Surfing Without a Mouse

I don’t use a mouse most of the time, because I have tendonitis in my forearms and find that I can use a keyboard for a whole working week without too much pain, whereas any mouse usage starts hurting badly in a day and half. As a web developer, I spend a lot of time with the Internet, developing on it, networking with it, reading on it, and so on – and I do it all without a mouse.

Spatial Navigation in Opera

The only browser I’ve ever managed to work with successfully is Opera, and most of my surfing uses the spatial navigation feature. Basically, you hold down shift, and use the arrows to jump around hyperlinks – much nicer than trying to tab around the place and getting stuck on some long list of links!

Keyboard Shortcuts

Opera has fabulous (and configurable) keyboard shortcuts. I could go on forever but my favourites are:
1 and 2 Next tab/previous tab
0 and 9 Make text bigger/smaller (its actually a zoom, so it works on pictures too)
6 Put the page back to the original size
Ctrl+t New tab
Ctrl+w Close tab
Ctrl+alt+z Open a tab that was closed, with all data still intact (I love this one!!)

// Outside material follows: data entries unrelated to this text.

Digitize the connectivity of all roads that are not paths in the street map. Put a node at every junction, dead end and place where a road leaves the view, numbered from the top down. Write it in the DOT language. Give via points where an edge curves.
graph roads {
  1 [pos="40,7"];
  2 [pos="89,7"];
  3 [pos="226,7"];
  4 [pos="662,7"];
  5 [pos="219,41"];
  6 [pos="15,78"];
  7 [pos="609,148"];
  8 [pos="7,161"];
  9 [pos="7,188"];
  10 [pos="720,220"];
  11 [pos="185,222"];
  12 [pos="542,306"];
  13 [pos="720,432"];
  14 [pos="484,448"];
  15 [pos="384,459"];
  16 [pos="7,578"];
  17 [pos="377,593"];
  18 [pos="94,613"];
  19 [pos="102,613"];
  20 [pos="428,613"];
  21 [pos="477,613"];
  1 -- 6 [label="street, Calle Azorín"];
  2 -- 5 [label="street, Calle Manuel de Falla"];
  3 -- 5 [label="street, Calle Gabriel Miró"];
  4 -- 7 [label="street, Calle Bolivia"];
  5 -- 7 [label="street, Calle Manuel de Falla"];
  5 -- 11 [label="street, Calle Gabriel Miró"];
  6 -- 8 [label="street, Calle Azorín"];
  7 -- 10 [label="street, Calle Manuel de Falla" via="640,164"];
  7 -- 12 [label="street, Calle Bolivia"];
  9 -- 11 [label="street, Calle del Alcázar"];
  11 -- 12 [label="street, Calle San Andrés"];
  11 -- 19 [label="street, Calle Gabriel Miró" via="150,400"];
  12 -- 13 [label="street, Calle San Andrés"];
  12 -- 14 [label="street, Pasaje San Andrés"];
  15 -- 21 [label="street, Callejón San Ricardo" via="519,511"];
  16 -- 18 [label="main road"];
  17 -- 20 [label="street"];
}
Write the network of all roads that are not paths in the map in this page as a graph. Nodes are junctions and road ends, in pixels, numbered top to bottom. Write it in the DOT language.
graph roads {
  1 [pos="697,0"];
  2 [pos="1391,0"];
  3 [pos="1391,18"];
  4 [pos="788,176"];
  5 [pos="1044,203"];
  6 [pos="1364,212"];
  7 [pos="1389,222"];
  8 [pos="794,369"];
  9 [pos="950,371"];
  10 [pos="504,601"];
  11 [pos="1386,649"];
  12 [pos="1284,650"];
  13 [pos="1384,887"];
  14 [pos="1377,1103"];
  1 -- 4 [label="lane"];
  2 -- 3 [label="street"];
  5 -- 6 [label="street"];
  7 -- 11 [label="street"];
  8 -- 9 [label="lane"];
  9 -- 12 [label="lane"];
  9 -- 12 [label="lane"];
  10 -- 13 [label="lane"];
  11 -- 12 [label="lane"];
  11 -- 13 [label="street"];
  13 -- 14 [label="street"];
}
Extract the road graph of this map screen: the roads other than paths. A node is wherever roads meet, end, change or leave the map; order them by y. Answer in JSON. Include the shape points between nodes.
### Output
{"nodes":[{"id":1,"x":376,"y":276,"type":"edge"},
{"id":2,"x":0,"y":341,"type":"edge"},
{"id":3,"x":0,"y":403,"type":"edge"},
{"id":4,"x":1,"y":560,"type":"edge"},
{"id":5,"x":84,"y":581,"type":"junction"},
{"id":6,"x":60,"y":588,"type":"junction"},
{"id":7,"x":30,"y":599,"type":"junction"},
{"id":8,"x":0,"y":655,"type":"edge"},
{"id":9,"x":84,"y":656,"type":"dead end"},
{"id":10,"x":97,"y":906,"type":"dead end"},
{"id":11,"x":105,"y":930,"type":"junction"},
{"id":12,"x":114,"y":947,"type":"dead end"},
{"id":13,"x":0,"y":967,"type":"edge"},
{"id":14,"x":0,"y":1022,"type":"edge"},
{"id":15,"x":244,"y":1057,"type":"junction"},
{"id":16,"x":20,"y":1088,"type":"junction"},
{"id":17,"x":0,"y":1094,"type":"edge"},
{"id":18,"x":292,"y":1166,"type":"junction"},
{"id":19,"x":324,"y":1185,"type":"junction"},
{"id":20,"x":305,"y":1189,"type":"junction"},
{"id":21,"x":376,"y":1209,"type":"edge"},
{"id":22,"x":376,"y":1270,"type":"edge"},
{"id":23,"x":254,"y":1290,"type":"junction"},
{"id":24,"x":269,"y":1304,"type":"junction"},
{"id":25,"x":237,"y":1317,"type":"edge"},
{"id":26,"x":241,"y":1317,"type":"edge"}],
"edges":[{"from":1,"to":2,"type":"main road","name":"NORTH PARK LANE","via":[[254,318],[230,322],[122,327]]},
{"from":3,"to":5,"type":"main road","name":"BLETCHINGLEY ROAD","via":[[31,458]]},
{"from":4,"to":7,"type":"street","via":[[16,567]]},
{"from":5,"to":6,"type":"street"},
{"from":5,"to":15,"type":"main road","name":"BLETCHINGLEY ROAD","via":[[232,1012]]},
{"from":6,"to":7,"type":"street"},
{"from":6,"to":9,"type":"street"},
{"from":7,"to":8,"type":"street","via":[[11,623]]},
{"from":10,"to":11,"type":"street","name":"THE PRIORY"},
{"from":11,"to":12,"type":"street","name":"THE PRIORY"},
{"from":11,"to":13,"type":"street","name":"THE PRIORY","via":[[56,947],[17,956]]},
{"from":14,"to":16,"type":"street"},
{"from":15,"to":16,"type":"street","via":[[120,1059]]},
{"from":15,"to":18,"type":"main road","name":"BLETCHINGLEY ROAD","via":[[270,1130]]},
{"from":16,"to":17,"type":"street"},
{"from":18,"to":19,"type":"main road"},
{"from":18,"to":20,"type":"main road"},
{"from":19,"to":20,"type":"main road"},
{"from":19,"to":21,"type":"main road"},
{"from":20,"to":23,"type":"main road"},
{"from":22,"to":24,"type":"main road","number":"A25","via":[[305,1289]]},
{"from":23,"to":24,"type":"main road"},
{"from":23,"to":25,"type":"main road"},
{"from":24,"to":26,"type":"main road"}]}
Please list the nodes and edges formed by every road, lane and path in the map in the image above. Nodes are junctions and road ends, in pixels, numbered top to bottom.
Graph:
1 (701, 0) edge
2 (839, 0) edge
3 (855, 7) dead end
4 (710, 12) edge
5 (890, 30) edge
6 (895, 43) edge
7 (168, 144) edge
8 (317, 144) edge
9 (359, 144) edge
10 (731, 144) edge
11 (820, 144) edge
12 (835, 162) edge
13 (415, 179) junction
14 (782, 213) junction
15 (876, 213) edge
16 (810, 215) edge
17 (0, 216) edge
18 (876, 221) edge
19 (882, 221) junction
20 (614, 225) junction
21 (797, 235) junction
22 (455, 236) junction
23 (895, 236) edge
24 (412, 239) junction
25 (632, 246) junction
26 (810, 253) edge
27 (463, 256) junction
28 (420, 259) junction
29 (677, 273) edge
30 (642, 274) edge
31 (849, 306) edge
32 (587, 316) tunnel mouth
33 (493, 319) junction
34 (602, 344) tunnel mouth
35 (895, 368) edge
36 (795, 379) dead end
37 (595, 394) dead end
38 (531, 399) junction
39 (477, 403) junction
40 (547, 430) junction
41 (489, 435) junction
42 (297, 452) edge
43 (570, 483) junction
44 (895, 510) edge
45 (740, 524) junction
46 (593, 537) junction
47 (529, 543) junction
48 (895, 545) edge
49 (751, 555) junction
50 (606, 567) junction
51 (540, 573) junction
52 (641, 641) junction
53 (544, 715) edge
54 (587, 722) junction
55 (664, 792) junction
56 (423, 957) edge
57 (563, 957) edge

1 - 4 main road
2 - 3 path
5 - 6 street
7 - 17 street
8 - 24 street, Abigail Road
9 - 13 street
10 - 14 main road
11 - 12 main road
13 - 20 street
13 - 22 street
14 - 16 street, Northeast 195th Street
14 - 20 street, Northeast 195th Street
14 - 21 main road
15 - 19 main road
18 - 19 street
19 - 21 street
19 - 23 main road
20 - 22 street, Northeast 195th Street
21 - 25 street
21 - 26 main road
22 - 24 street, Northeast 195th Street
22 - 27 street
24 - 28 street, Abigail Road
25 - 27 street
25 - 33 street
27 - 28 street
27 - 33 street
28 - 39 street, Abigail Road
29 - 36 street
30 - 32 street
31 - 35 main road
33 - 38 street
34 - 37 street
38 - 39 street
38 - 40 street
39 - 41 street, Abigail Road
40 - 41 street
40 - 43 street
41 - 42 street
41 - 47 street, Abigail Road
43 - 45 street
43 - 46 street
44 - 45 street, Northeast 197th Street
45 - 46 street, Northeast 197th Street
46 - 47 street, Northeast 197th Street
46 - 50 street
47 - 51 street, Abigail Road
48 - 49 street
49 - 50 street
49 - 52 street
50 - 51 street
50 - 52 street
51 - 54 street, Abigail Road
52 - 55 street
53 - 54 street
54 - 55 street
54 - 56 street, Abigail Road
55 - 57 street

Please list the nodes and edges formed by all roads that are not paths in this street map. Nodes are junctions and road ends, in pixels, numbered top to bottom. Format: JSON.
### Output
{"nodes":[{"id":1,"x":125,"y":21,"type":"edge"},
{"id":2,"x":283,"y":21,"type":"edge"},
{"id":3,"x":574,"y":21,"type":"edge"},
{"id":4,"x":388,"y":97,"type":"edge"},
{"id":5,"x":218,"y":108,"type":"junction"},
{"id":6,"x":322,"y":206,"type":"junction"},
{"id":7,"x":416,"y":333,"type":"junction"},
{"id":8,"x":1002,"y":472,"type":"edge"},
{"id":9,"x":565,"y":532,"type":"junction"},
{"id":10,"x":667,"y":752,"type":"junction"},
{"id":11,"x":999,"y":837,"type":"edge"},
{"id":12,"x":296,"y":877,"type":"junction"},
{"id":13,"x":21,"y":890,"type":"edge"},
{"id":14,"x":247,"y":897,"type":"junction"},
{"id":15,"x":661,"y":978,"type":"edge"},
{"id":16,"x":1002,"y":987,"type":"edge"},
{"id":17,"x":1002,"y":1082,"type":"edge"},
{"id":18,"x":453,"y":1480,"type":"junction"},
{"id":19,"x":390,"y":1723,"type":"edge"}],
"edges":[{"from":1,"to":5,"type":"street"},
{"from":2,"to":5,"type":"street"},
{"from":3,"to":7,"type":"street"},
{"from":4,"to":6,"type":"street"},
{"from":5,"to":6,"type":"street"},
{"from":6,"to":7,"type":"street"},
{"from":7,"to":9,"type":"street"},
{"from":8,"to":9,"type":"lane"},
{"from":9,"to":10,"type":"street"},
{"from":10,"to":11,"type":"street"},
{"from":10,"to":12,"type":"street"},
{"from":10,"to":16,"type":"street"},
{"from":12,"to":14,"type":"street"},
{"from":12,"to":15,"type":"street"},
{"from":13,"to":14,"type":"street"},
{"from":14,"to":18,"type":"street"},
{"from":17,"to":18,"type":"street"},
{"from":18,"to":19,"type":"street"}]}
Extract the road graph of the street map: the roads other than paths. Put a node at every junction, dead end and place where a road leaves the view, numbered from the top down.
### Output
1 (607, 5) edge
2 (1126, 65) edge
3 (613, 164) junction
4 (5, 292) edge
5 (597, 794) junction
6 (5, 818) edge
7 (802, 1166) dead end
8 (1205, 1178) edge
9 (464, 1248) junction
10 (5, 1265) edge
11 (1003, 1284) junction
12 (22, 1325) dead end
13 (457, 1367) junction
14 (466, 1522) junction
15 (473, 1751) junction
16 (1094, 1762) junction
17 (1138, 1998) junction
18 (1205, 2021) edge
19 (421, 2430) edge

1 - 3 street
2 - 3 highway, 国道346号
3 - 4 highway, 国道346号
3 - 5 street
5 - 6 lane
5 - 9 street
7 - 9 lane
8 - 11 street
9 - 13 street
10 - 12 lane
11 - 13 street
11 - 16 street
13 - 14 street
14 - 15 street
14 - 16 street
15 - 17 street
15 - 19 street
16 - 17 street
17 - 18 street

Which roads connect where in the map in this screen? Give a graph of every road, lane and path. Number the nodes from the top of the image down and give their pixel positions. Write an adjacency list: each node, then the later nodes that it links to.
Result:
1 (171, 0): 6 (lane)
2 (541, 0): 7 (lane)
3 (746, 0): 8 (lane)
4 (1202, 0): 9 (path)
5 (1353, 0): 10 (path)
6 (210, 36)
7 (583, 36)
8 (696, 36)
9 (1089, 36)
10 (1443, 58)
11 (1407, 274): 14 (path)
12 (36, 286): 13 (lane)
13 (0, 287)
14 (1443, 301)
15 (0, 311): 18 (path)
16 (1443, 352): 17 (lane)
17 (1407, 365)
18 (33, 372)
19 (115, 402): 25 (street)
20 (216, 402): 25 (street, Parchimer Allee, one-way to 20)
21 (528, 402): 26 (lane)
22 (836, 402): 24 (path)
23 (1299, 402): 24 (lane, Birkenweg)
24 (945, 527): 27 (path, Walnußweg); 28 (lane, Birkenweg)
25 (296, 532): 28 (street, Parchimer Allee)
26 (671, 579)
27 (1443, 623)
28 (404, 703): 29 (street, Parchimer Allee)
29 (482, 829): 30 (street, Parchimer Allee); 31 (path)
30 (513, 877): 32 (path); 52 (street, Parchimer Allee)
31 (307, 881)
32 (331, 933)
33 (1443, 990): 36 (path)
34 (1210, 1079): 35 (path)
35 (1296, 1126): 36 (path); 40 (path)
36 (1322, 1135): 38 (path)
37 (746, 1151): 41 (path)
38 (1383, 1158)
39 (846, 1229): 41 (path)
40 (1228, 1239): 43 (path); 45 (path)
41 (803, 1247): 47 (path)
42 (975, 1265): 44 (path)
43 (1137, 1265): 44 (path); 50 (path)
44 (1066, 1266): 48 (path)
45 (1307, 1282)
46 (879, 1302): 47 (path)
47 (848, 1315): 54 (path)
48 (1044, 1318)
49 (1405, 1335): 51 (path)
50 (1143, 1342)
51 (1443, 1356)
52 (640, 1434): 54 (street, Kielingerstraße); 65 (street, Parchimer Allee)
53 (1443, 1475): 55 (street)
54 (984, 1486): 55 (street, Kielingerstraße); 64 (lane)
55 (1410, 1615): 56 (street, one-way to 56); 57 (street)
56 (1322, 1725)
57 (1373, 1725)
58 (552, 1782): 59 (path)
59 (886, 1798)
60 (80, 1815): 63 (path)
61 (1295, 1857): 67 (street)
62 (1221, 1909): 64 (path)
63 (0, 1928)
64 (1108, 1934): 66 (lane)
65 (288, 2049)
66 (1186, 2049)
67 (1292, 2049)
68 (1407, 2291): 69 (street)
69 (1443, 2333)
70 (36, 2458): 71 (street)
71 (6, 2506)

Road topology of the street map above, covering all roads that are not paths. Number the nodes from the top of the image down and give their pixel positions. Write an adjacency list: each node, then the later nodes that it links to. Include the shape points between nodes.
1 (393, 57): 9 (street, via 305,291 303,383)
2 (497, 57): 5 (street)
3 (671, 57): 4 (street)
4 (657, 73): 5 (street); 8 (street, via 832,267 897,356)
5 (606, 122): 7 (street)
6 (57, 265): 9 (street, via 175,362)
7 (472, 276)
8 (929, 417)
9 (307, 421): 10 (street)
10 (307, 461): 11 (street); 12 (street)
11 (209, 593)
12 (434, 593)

With all of these put together, I can do pretty much everything.

Accessibility

The upshot of this is that I consider myself to have “accessibility requirements”. I don’t use a mouse, so I can’t click or mouseover. I use dropdown boxes by focussing and then arrowing down – so if yours triggers stuff at onchange, then I probably can’t use your site. I have javascript turned on most of the time, but plugins turned off (I can’t click on anything anyway) – and I regularly use Opera’s shortcuts for enabling/disabling CSS and images (ctrl+g and ctrl+i respectively) if I can’t see what’s going on. Opera also saves my preferences per site – so I can fiddle with settings for scripting and plugins on a per-site basis which is really helpful.

So there we go, if you have RSI problems, try using the ‘net from your keyboard. And if you thought “accessibility” went with “disabled”, think again.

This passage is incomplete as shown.